Phenotypical characterization of the cells invading pancreatic islets of diabetic BB/OK rats: effect of interleukin 2 receptor-targeted immunotherapy

Abstract

We investigated immunohistochemically the phenotypes of mononucleated cells invading pancreatic islets of diabetic BB/OK rats in comparison to the diabetesresistant parental strain, and 12 and 120 days after a temporary treatment (10 days) with a monoclonal antibody (1 mg/kg b.w.) directed against interleukin 2 receptor (IL 2R) combined with a subtherapeutic dose of cyclosporin A (1.5 mg/kg b.w.).
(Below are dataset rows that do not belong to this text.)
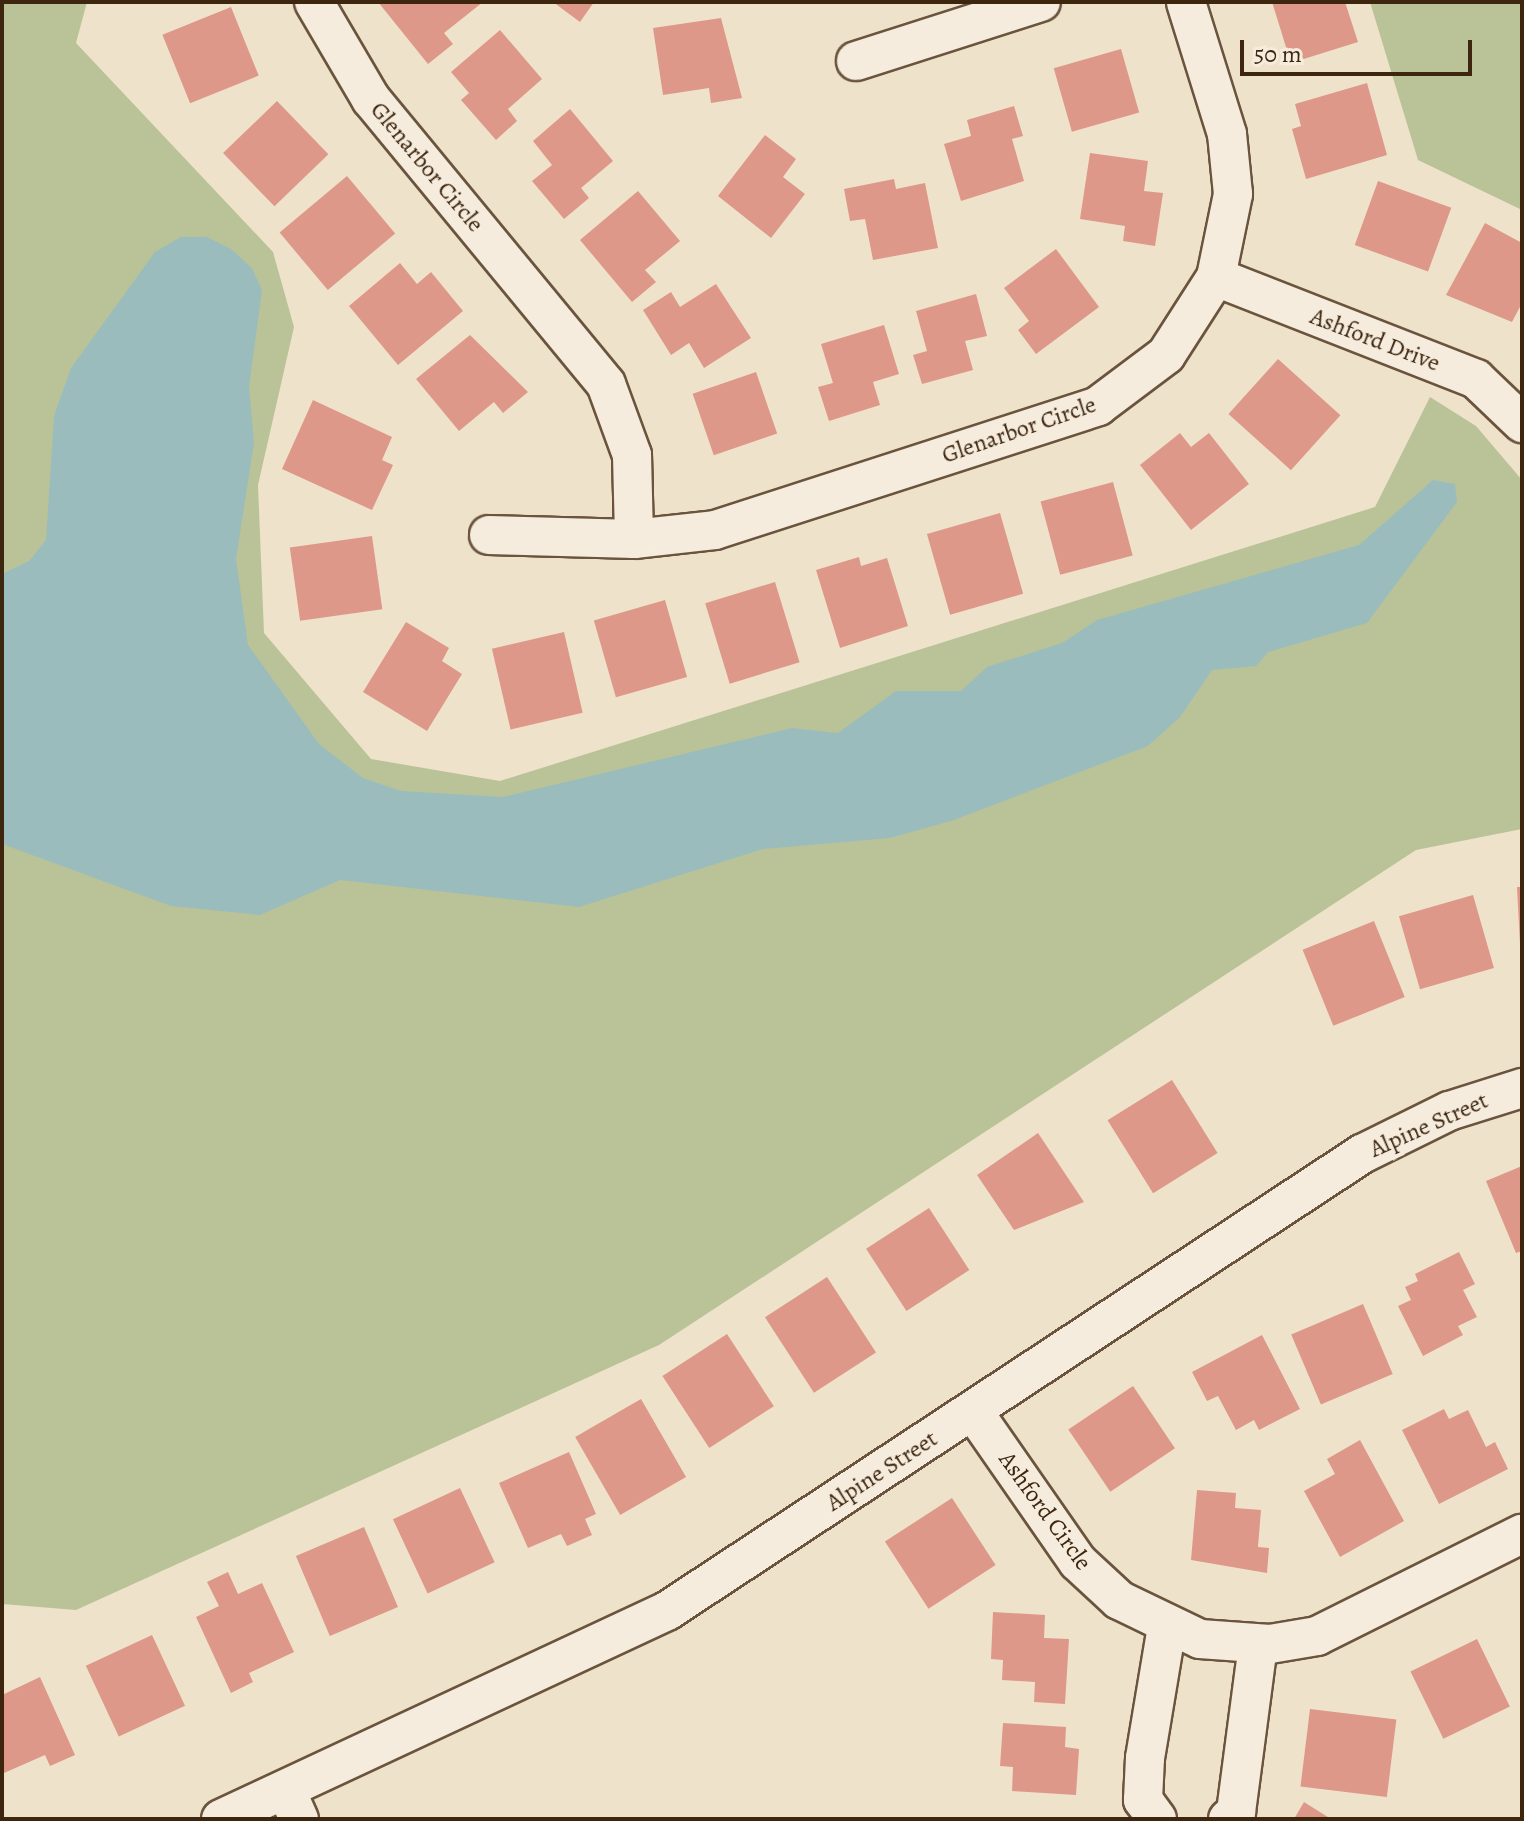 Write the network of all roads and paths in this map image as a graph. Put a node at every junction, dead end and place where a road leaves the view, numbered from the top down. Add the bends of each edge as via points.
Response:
1 (314, 2) edge
2 (1041, 2) edge
3 (1186, 2) edge
4 (856, 61) dead end
5 (1216, 277) junction
6 (1522, 423) edge
7 (489, 535) dead end
8 (634, 539) junction
9 (1522, 1088) edge
10 (973, 1411) junction
11 (1522, 1534) edge
12 (1167, 1627) junction
13 (1258, 1644) junction
14 (292, 1804) edge
15 (221, 1819) edge
16 (1157, 1819) edge
17 (1228, 1819) edge

1 - 8 street, Glenarbor Circle via 371,99 606,384 632,455
2 - 4 street
3 - 5 street, Glenarbor Circle via 1233,162 1228,239
5 - 6 street, Ashford Drive via 1476,379
5 - 8 street, Glenarbor Circle via 1166,355 1098,406 715,530
7 - 8 street, Glenarbor Circle
9 - 10 street, Alpine Street via 1449,1111 1362,1154
10 - 12 street, Ashford Circle via 1078,1562 1119,1600
10 - 14 street, Alpine Street via 667,1611
11 - 13 street, Ashford Circle via 1317,1636
12 - 13 street, Ashford Circle
12 - 16 street via 1145,1758 1143,1800
13 - 17 street via 1236,1812
14 - 15 street, Alpine Street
Using a panel of monoclonal antibodies (OX‐19, OX‐8, W3125, KI‐M2R, OX‐6, OX‐17, ART‐18) and the alkaline phosphatase anti‐alkaline phosphatase system to visualize the bound primary antibodies, we observed an even distribution of mono‐nucleated cells across the endocrine pancreas at a “background” level when obtained from diabetes‐resistant parental rat strain. Diabetic BB/OK rats, characterized by a moderate hyperglycemia and a marked decrease of pancreatic insulin content, displayed a remarkable accumulation of mononucleated cells in the endocrine pancreas. Morphometric studies revealed an increase of all phenotypes investigated, nearly all mononucleated cells expressed class I1 histocompatibility antigens (OX‐6⁺, OX‐17⁺) and the number of cells expressing the IL 2R (ART‐18⁺) was markedly enhanced. Sixty‐seven percent of the immunotherapeutically treated BB/OK rats normalized plasma glucose and enhanced pancreatic insulin content. The successfully treated animals are characterized by a decrease of cells invading pancreatic islets (OX‐19⁺, OX‐8⁺, W3/25⁺, KI‐M2R⁺), a decrease of class II histocompatibility antigen and IL 2R expression. The number of IL 2R cells is also diminished in the endocrine pancreas of unsuccessfully treated BB rats.